= Cranger Kirmes =

Funfair in Germany

| Roller coaster Alpina Bahn at Cranger Kirmes 2008 | View from a ferris wheel at the 572nd Cranger Kirmes in 2007 |
The Cranger Kirmes is a funfair in Germany, located near the Rhine–Herne Canal in Herne-Crange|Crange in the city of Herne located in the Ruhr Region. It is the biggest funfair in the state of North Rhine-Westphalia and the second biggest fair in Germany, only behind the Munich Oktoberfest. In 2008 there were 4.7 million visitors. At an area of only 110000 m2 and 500 show businesses it is called the "most overcrowded fair of the world".

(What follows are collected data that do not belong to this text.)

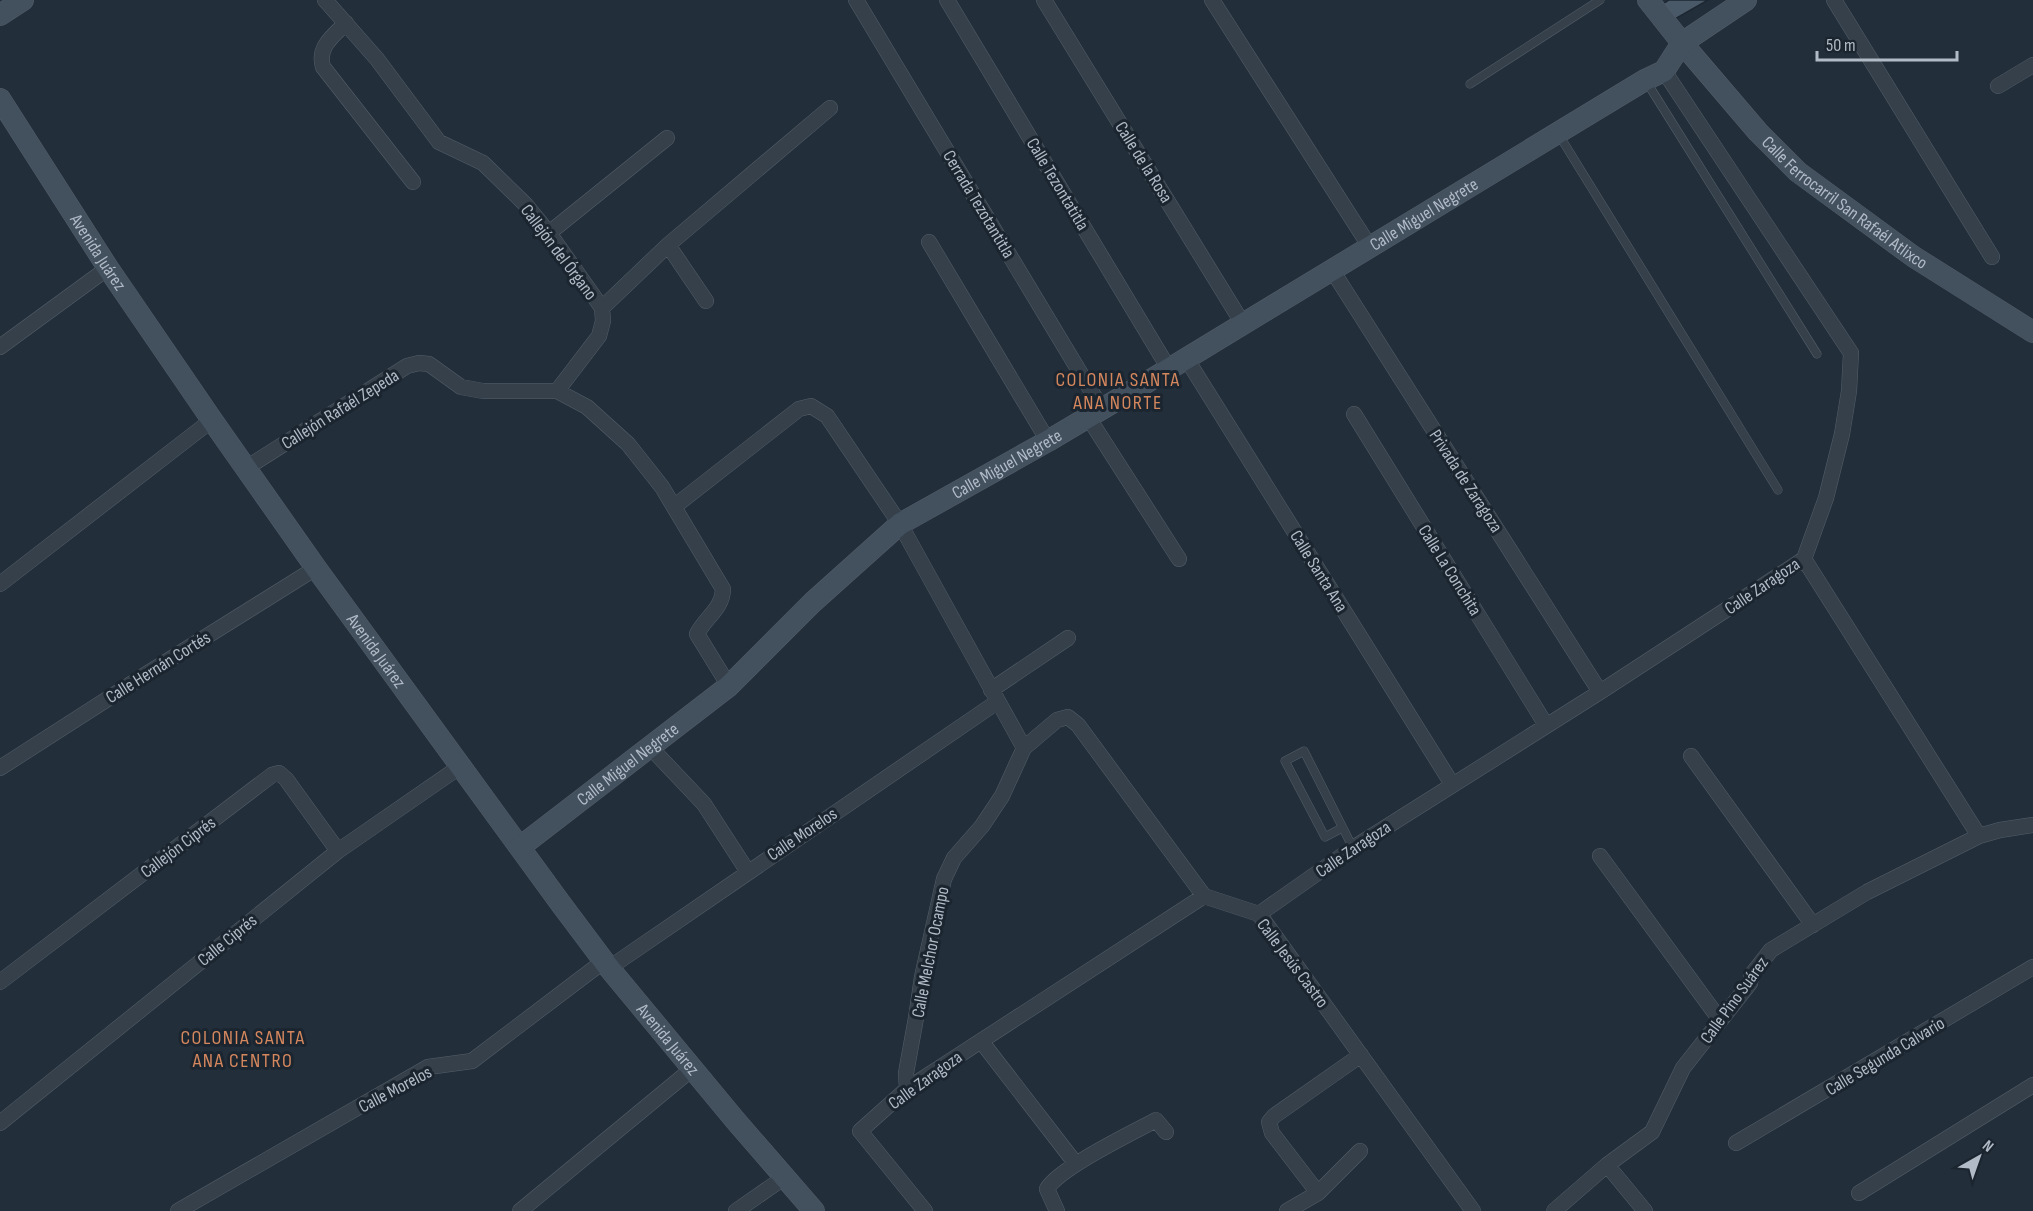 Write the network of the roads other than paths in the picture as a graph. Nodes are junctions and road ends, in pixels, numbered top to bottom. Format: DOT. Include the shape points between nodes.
graph roads {
  1 [pos="23,0"];
  2 [pos="326,0"];
  3 [pos="856,0"];
  4 [pos="947,0"];
  5 [pos="1044,0"];
  6 [pos="1212,0"];
  7 [pos="1600,0"];
  8 [pos="1648,0"];
  9 [pos="1746,0"];
  10 [pos="1834,0"];
  11 [pos="2,10"];
  12 [pos="346,23"];
  13 [pos="1682,43"];
  14 [pos="2033,65"];
  15 [pos="1664,71"];
  16 [pos="1645,80"];
  17 [pos="1470,84"];
  18 [pos="1998,86"];
  19 [pos="0,99"];
  20 [pos="830,108"];
  21 [pos="1558,134"];
  22 [pos="667,138"];
  23 [pos="413,182"];
  24 [pos="549,232"];
  25 [pos="929,242"];
  26 [pos="668,245"];
  27 [pos="1370,247"];
  28 [pos="1992,257"];
  29 [pos="108,268"];
  30 [pos="1332,270"];
  31 [pos="706,301"];
  32 [pos="602,308"];
  33 [pos="1243,324"];
  34 [pos="2029,324"];
  35 [pos="0,347"];
  36 [pos="1817,354"];
  37 [pos="1178,363"];
  38 [pos="557,391"];
  39 [pos="1095,413"];
  40 [pos="1354,414"];
  41 [pos="212,420"];
  42 [pos="1047,441"];
  43 [pos="246,468"];
  44 [pos="1778,490"];
  45 [pos="675,507"];
  46 [pos="900,524"];
  47 [pos="1179,559"];
  48 [pos="1804,559"];
  49 [pos="316,568"];
  50 [pos="0,584"];
  51 [pos="1068,639"];
  52 [pos="729,686"];
  53 [pos="1600,692"];
  54 [pos="994,696"];
  55 [pos="1546,725"];
  56 [pos="650,747"];
  57 [pos="1024,748"];
  58 [pos="1691,756"];
  59 [pos="461,766"];
  60 [pos="0,768"];
  61 [pos="1452,784"];
  62 [pos="1342,828"];
  63 [pos="2031,828"];
  64 [pos="1979,836"];
  65 [pos="520,847"];
  66 [pos="1353,848"];
  67 [pos="338,851"];
  68 [pos="1599,856"];
  69 [pos="748,872"];
  70 [pos="1204,896"];
  71 [pos="1259,914"];
  72 [pos="1813,925"];
  73 [pos="607,964"];
  74 [pos="2033,968"];
  75 [pos="0,982"];
  76 [pos="1720,1020"];
  77 [pos="981,1041"];
  78 [pos="1361,1055"];
  79 [pos="692,1069"];
  80 [pos="2033,1085"];
  81 [pos="907,1089"];
  82 [pos="0,1123"];
  83 [pos="1166,1132"];
  84 [pos="1736,1143"];
  85 [pos="1360,1151"];
  86 [pos="1076,1164"];
  87 [pos="1607,1165"];
  88 [pos="785,1177"];
  89 [pos="1318,1193"];
  90 [pos="1858,1193"];
  91 [pos="178,1211"];
  92 [pos="520,1211"];
  93 [pos="736,1211"];
  94 [pos="814,1211"];
  95 [pos="925,1211"];
  96 [pos="1057,1211"];
  97 [pos="1287,1211"];
  98 [pos="1473,1211"];
  99 [pos="1554,1211"];
  100 [pos="1645,1211"];
  1 -- 11 [label="street"];
  2 -- 12 [label="street, Callejón del Órgano"];
  3 -- 39 [label="street, Cerrada Tezotantitla"];
  4 -- 37 [label="street, Calle Tezontatitla"];
  5 -- 33 [label="street, Calle de la Rosa"];
  6 -- 27 [label="street"];
  7 -- 17 [label="lane"];
  8 -- 13 [label="street, Calle Ferrocarril San Rafaél Atlixco"];
  9 -- 13 [label="street"];
  10 -- 28 [label="street"];
  12 -- 23 [label="street" via="323,47 323,67"];
  12 -- 24 [label="street, Callejón del Órgano" via="439,142 483,163"];
  13 -- 15 [label="street"];
  13 -- 34 [label="street, Calle Ferrocarril San Rafaél Atlixco" via="1798,172 1914,257"];
  14 -- 18 [label="street"];
  15 -- 16 [label="street, Calle Miguel Negrete"];
  15 -- 48 [label="street, Calle Zaragoza" via="1851,352 1842,434 1826,498"];
  16 -- 21 [label="street, Calle Miguel Negrete"];
  16 -- 36 [label="lane"];
  19 -- 29 [label="street, Avenida Juárez"];
  20 -- 26 [label="street"];
  21 -- 27 [label="street, Calle Miguel Negrete"];
  21 -- 44 [label="lane"];
  22 -- 24 [label="street"];
  24 -- 32 [label="street, Callejón del Órgano"];
  25 -- 42 [label="street"];
  26 -- 31 [label="street"];
  26 -- 32 [label="street"];
  27 -- 30 [label="street, Calle Miguel Negrete"];
  29 -- 35 [label="street"];
  29 -- 41 [label="street, Avenida Juárez"];
  30 -- 33 [label="street, Calle Miguel Negrete"];
  30 -- 53 [label="street, Privada de Zaragoza"];
  32 -- 38 [label="street, Callejón del Órgano" via="598,336"];
  33 -- 37 [label="street, Calle Miguel Negrete"];
  37 -- 39 [label="street, Calle Miguel Negrete"];
  37 -- 61 [label="street, Calle Santa Ana"];
  38 -- 43 [label="street, Callejón Rafaél Zepeda" via="483,391 461,387 429,364 419,363 407,366"];
  38 -- 45 [label="street, Callejón Rafaél Zepeda" via="587,407 628,444"];
  39 -- 42 [label="street, Calle Miguel Negrete"];
  39 -- 47 [label="street, Cerrada Tezotantitla"];
  40 -- 55 [label="street, Calle La Conchita"];
  41 -- 43 [label="street, Avenida Juárez"];
  41 -- 50 [label="street"];
  42 -- 46 [label="street, Calle Miguel Negrete"];
  43 -- 49 [label="street, Avenida Juárez"];
  45 -- 46 [label="street" via="799,409 812,406 827,416"];
  45 -- 52 [label="street, Callejón Rafaél Zepeda" via="723,589 718,606 697,634"];
  46 -- 52 [label="street, Calle Miguel Negrete" via="813,602"];
  46 -- 54 [label="street"];
  48 -- 53 [label="street, Calle Zaragoza"];
  48 -- 64 [label="street"];
  49 -- 59 [label="street, Avenida Juárez"];
  49 -- 60 [label="street, Calle Hernán Cortés"];
  51 -- 54 [label="street, Calle Morelos"];
  52 -- 56 [label="street, Calle Miguel Negrete"];
  53 -- 55 [label="street, Calle Zaragoza"];
  54 -- 57 [label="street"];
  54 -- 69 [label="street, Calle Morelos"];
  55 -- 61 [label="street, Calle Zaragoza"];
  56 -- 65 [label="street, Calle Miguel Negrete"];
  56 -- 69 [label="street" via="704,804"];
  57 -- 70 [label="street, Calle Melchor Ocampo" via="1057,720 1068,717 1078,725"];
  57 -- 81 [label="street, Calle Melchor Ocampo" via="1002,796 954,858 944,879 922,977 906,1073"];
  58 -- 72 [label="street"];
  59 -- 65 [label="street, Avenida Juárez"];
  59 -- 67 [label="street, Calle Ciprés"];
  61 -- 66 [label="street, Calle Zaragoza"];
  62 -- 62 [label="lane" via="1304,751 1285,761 1325,837"];
  62 -- 66 [label="lane"];
  63 -- 64 [label="street, Calle Pino Suárez"];
  64 -- 72 [label="street, Calle Pino Suárez" via="1867,892"];
  65 -- 73 [label="street, Avenida Juárez"];
  66 -- 71 [label="street, Calle Zaragoza"];
  67 -- 75 [label="street, Callejón Ciprés" via="286,779 279,773 272,775"];
  67 -- 82 [label="street, Calle Ciprés"];
  68 -- 76 [label="street"];
  69 -- 73 [label="street, Calle Morelos"];
  70 -- 71 [label="street, Calle Jesús Castro"];
  70 -- 77 [label="street, Calle Zaragoza"];
  71 -- 78 [label="street, Calle Jesús Castro"];
  72 -- 76 [label="street, Calle Pino Suárez" via="1771,950"];
  73 -- 79 [label="street, Avenida Juárez"];
  73 -- 91 [label="street, Calle Morelos" via="472,1061 428,1067"];
  74 -- 84 [label="street, Calle Segunda Calvario"];
  76 -- 87 [label="street, Calle Pino Suárez" via="1683,1068 1652,1132"];
  77 -- 81 [label="street, Calle Zaragoza"];
  77 -- 86 [label="street"];
  78 -- 89 [label="street" via="1269,1122 1272,1133"];
  78 -- 98 [label="street, Calle Jesús Castro"];
  79 -- 88 [label="street, Avenida Juárez"];
  79 -- 92 [label="street"];
  80 -- 90 [label="street"];
  81 -- 95 [label="street, Calle Zaragoza" via="861,1131"];
  83 -- 86 [label="street" via="1156,1120"];
  85 -- 89 [label="street"];
  86 -- 96 [label="street" via="1047,1189"];
  87 -- 99 [label="street, Calle Pino Suárez"];
  87 -- 100 [label="street"];
  88 -- 93 [label="street"];
  88 -- 94 [label="street, Avenida Juárez"];
  89 -- 97 [label="street"];
}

The fair is held annually for a period of 11 days from the Thursday before the first Friday in August. Visitor attractions include Ferris wheels, carousels, roller coasters, ghost trains, carnival games, food stalls, raffles and beer halls and gardens. On the first Friday, the day of the opening ceremonay, and on the closing day a fireworks show is presented starting at 10.30 pm.

==History==
The exact year of the first fair is unknown. During the 15th century a market to sell wild horses from the nearby riparian forests of the Emscher was established in Crange to be held around Saint Lawrence's Day, 10 August. Over the years, dancers, prestidigitators, jugglers, fortune tellers, magicians and carnies joined and gradually outnumbered the horse dealers. When industrialisation and mining in the Ruhr district led to a substantial population increase in the area, annual visitor numbers to the Cranger Kirmes grew to about 4 million now.
The horse market of the Cranger Kirmes takes place each year on the Thursday before the fair.

Due to COVID-19 restrictions, there was no fair in 2020.